### DATA FOR THIS TASK
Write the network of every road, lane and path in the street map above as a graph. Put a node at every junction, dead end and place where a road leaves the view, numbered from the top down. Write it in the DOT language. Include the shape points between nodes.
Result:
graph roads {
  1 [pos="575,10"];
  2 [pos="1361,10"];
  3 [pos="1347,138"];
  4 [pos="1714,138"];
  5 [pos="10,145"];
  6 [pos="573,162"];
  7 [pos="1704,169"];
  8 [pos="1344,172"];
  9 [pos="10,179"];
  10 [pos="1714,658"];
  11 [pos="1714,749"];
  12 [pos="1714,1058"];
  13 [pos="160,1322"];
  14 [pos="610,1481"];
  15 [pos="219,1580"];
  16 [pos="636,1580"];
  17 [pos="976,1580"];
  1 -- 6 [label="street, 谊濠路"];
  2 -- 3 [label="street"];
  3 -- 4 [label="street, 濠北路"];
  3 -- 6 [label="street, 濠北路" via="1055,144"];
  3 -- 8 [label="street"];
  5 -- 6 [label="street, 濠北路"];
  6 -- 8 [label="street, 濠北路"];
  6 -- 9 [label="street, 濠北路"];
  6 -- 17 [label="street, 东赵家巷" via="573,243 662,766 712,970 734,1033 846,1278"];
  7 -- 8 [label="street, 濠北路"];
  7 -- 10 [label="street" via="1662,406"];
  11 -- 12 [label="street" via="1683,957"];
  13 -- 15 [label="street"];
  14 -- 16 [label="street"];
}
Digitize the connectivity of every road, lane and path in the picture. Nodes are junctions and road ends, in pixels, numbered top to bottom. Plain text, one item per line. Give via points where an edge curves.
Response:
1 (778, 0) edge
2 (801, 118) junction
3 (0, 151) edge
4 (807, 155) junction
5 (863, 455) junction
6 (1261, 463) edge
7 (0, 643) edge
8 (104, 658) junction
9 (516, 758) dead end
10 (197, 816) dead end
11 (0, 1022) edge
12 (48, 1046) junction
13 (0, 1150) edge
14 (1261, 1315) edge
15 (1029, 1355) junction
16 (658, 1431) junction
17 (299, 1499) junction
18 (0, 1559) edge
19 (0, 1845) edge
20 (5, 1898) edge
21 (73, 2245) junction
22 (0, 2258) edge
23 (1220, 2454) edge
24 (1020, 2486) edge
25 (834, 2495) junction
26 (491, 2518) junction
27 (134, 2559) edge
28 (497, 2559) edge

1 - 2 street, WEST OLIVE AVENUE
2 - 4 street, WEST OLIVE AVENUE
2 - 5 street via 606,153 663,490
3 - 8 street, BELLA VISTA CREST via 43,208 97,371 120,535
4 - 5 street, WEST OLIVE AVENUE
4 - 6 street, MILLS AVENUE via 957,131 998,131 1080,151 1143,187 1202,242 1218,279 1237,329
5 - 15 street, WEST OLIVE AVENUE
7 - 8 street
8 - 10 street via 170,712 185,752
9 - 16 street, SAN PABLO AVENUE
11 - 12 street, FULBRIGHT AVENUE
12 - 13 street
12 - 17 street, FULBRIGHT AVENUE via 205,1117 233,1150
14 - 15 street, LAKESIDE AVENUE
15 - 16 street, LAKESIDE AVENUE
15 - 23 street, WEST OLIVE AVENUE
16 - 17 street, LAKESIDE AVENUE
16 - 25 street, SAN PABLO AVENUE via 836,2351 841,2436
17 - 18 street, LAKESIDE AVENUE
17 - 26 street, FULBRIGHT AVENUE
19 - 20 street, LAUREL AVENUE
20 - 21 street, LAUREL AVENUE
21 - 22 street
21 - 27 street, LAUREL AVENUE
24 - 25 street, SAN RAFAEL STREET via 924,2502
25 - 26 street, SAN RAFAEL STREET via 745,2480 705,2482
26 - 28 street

### ACTIVITY
Reproduce the material exactly, with every line intact.

### EXERCISE OUTPUT
Write the network of every road, lane and path in the street map above as a graph. Put a node at every junction, dead end and place where a road leaves the view, numbered from the top down. Write it in the DOT language. Include the shape points between nodes.
Result:
graph roads {
  1 [pos="575,10"];
  2 [pos="1361,10"];
  3 [pos="1347,138"];
  4 [pos="1714,138"];
  5 [pos="10,145"];
  6 [pos="573,162"];
  7 [pos="1704,169"];
  8 [pos="1344,172"];
  9 [pos="10,179"];
  10 [pos="1714,658"];
  11 [pos="1714,749"];
  12 [pos="1714,1058"];
  13 [pos="160,1322"];
  14 [pos="610,1481"];
  15 [pos="219,1580"];
  16 [pos="636,1580"];
  17 [pos="976,1580"];
  1 -- 6 [label="street, 谊濠路"];
  2 -- 3 [label="street"];
  3 -- 4 [label="street, 濠北路"];
  3 -- 6 [label="street, 濠北路" via="1055,144"];
  3 -- 8 [label="street"];
  5 -- 6 [label="street, 濠北路"];
  6 -- 8 [label="street, 濠北路"];
  6 -- 9 [label="street, 濠北路"];
  6 -- 17 [label="street, 东赵家巷" via="573,243 662,766 712,970 734,1033 846,1278"];
  7 -- 8 [label="street, 濠北路"];
  7 -- 10 [label="street" via="1662,406"];
  11 -- 12 [label="street" via="1683,957"];
  13 -- 15 [label="street"];
  14 -- 16 [label="street"];
}
Digitize the connectivity of every road, lane and path in the picture. Nodes are junctions and road ends, in pixels, numbered top to bottom. Plain text, one item per line. Give via points where an edge curves.
Response:
1 (778, 0) edge
2 (801, 118) junction
3 (0, 151) edge
4 (807, 155) junction
5 (863, 455) junction
6 (1261, 463) edge
7 (0, 643) edge
8 (104, 658) junction
9 (516, 758) dead end
10 (197, 816) dead end
11 (0, 1022) edge
12 (48, 1046) junction
13 (0, 1150) edge
14 (1261, 1315) edge
15 (1029, 1355) junction
16 (658, 1431) junction
17 (299, 1499) junction
18 (0, 1559) edge
19 (0, 1845) edge
20 (5, 1898) edge
21 (73, 2245) junction
22 (0, 2258) edge
23 (1220, 2454) edge
24 (1020, 2486) edge
25 (834, 2495) junction
26 (491, 2518) junction
27 (134, 2559) edge
28 (497, 2559) edge

1 - 2 street, WEST OLIVE AVENUE
2 - 4 street, WEST OLIVE AVENUE
2 - 5 street via 606,153 663,490
3 - 8 street, BELLA VISTA CREST via 43,208 97,371 120,535
4 - 5 street, WEST OLIVE AVENUE
4 - 6 street, MILLS AVENUE via 957,131 998,131 1080,151 1143,187 1202,242 1218,279 1237,329
5 - 15 street, WEST OLIVE AVENUE
7 - 8 street
8 - 10 street via 170,712 185,752
9 - 16 street, SAN PABLO AVENUE
11 - 12 street, FULBRIGHT AVENUE
12 - 13 street
12 - 17 street, FULBRIGHT AVENUE via 205,1117 233,1150
14 - 15 street, LAKESIDE AVENUE
15 - 16 street, LAKESIDE AVENUE
15 - 23 street, WEST OLIVE AVENUE
16 - 17 street, LAKESIDE AVENUE
16 - 25 street, SAN PABLO AVENUE via 836,2351 841,2436
17 - 18 street, LAKESIDE AVENUE
17 - 26 street, FULBRIGHT AVENUE
19 - 20 street, LAUREL AVENUE
20 - 21 street, LAUREL AVENUE
21 - 22 street
21 - 27 street, LAUREL AVENUE
24 - 25 street, SAN RAFAEL STREET via 924,2502
25 - 26 street, SAN RAFAEL STREET via 745,2480 705,2482
26 - 28 street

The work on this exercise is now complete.